> _Your goal_: Start at the top and transcribe every record through the final line exactly.

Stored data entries
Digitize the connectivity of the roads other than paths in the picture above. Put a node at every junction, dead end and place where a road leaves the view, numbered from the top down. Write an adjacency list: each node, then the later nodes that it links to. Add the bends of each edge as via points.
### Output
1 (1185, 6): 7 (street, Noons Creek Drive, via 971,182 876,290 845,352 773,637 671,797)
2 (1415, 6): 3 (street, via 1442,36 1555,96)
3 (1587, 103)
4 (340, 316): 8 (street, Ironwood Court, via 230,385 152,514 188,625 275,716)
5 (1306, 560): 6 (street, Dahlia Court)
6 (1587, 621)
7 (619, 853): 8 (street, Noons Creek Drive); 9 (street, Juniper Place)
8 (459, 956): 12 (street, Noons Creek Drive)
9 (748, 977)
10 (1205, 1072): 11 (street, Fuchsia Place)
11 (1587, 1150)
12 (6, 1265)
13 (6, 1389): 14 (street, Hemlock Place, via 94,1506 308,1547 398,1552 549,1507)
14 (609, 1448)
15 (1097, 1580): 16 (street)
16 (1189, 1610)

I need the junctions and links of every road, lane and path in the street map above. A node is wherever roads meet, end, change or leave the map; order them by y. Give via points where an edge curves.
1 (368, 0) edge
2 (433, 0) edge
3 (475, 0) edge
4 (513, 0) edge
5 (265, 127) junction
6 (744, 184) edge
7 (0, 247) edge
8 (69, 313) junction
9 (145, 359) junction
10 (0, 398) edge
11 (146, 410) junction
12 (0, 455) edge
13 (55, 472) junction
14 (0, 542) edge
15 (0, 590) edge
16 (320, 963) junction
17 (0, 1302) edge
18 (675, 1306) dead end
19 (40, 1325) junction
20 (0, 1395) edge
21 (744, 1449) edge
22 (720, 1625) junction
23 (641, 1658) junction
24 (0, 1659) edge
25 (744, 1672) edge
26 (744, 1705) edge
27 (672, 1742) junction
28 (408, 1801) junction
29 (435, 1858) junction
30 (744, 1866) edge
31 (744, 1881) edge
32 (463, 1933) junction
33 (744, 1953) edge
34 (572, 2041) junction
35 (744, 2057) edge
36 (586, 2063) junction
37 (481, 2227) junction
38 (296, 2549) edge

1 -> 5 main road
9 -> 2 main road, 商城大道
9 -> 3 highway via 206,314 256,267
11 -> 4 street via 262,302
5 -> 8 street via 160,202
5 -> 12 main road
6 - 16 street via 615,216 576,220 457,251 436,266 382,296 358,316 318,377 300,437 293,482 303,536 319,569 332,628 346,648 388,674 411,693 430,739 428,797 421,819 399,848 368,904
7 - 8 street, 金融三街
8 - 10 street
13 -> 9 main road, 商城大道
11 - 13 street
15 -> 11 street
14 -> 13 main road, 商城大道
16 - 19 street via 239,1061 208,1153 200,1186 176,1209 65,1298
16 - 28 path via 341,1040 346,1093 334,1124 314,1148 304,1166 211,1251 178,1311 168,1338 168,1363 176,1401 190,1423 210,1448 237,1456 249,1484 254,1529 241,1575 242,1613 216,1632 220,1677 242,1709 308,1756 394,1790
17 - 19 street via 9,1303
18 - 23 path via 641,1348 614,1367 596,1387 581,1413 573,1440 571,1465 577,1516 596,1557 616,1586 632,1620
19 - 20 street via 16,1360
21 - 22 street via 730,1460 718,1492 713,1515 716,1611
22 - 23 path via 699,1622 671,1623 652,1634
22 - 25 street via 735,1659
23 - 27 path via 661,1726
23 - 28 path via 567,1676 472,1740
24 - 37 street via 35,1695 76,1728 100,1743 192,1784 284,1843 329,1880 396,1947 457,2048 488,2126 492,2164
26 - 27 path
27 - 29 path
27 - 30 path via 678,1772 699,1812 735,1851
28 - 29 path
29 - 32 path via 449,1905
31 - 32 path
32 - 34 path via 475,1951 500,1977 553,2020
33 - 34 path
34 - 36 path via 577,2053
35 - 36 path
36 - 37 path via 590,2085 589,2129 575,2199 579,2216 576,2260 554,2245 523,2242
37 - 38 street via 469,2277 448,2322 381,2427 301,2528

> _The answer_:
Digitize the connectivity of the roads other than paths in the picture above. Put a node at every junction, dead end and place where a road leaves the view, numbered from the top down. Write an adjacency list: each node, then the later nodes that it links to. Add the bends of each edge as via points.
### Output
1 (1185, 6): 7 (street, Noons Creek Drive, via 971,182 876,290 845,352 773,637 671,797)
2 (1415, 6): 3 (street, via 1442,36 1555,96)
3 (1587, 103)
4 (340, 316): 8 (street, Ironwood Court, via 230,385 152,514 188,625 275,716)
5 (1306, 560): 6 (street, Dahlia Court)
6 (1587, 621)
7 (619, 853): 8 (street, Noons Creek Drive); 9 (street, Juniper Place)
8 (459, 956): 12 (street, Noons Creek Drive)
9 (748, 977)
10 (1205, 1072): 11 (street, Fuchsia Place)
11 (1587, 1150)
12 (6, 1265)
13 (6, 1389): 14 (street, Hemlock Place, via 94,1506 308,1547 398,1552 549,1507)
14 (609, 1448)
15 (1097, 1580): 16 (street)
16 (1189, 1610)

I need the junctions and links of every road, lane and path in the street map above. A node is wherever roads meet, end, change or leave the map; order them by y. Give via points where an edge curves.
1 (368, 0) edge
2 (433, 0) edge
3 (475, 0) edge
4 (513, 0) edge
5 (265, 127) junction
6 (744, 184) edge
7 (0, 247) edge
8 (69, 313) junction
9 (145, 359) junction
10 (0, 398) edge
11 (146, 410) junction
12 (0, 455) edge
13 (55, 472) junction
14 (0, 542) edge
15 (0, 590) edge
16 (320, 963) junction
17 (0, 1302) edge
18 (675, 1306) dead end
19 (40, 1325) junction
20 (0, 1395) edge
21 (744, 1449) edge
22 (720, 1625) junction
23 (641, 1658) junction
24 (0, 1659) edge
25 (744, 1672) edge
26 (744, 1705) edge
27 (672, 1742) junction
28 (408, 1801) junction
29 (435, 1858) junction
30 (744, 1866) edge
31 (744, 1881) edge
32 (463, 1933) junction
33 (744, 1953) edge
34 (572, 2041) junction
35 (744, 2057) edge
36 (586, 2063) junction
37 (481, 2227) junction
38 (296, 2549) edge

1 -> 5 main road
9 -> 2 main road, 商城大道
9 -> 3 highway via 206,314 256,267
11 -> 4 street via 262,302
5 -> 8 street via 160,202
5 -> 12 main road
6 - 16 street via 615,216 576,220 457,251 436,266 382,296 358,316 318,377 300,437 293,482 303,536 319,569 332,628 346,648 388,674 411,693 430,739 428,797 421,819 399,848 368,904
7 - 8 street, 金融三街
8 - 10 street
13 -> 9 main road, 商城大道
11 - 13 street
15 -> 11 street
14 -> 13 main road, 商城大道
16 - 19 street via 239,1061 208,1153 200,1186 176,1209 65,1298
16 - 28 path via 341,1040 346,1093 334,1124 314,1148 304,1166 211,1251 178,1311 168,1338 168,1363 176,1401 190,1423 210,1448 237,1456 249,1484 254,1529 241,1575 242,1613 216,1632 220,1677 242,1709 308,1756 394,1790
17 - 19 street via 9,1303
18 - 23 path via 641,1348 614,1367 596,1387 581,1413 573,1440 571,1465 577,1516 596,1557 616,1586 632,1620
19 - 20 street via 16,1360
21 - 22 street via 730,1460 718,1492 713,1515 716,1611
22 - 23 path via 699,1622 671,1623 652,1634
22 - 25 street via 735,1659
23 - 27 path via 661,1726
23 - 28 path via 567,1676 472,1740
24 - 37 street via 35,1695 76,1728 100,1743 192,1784 284,1843 329,1880 396,1947 457,2048 488,2126 492,2164
26 - 27 path
27 - 29 path
27 - 30 path via 678,1772 699,1812 735,1851
28 - 29 path
29 - 32 path via 449,1905
31 - 32 path
32 - 34 path via 475,1951 500,1977 553,2020
33 - 34 path
34 - 36 path via 577,2053
35 - 36 path
36 - 37 path via 590,2085 589,2129 575,2199 579,2216 576,2260 554,2245 523,2242
37 - 38 street via 469,2277 448,2322 381,2427 301,2528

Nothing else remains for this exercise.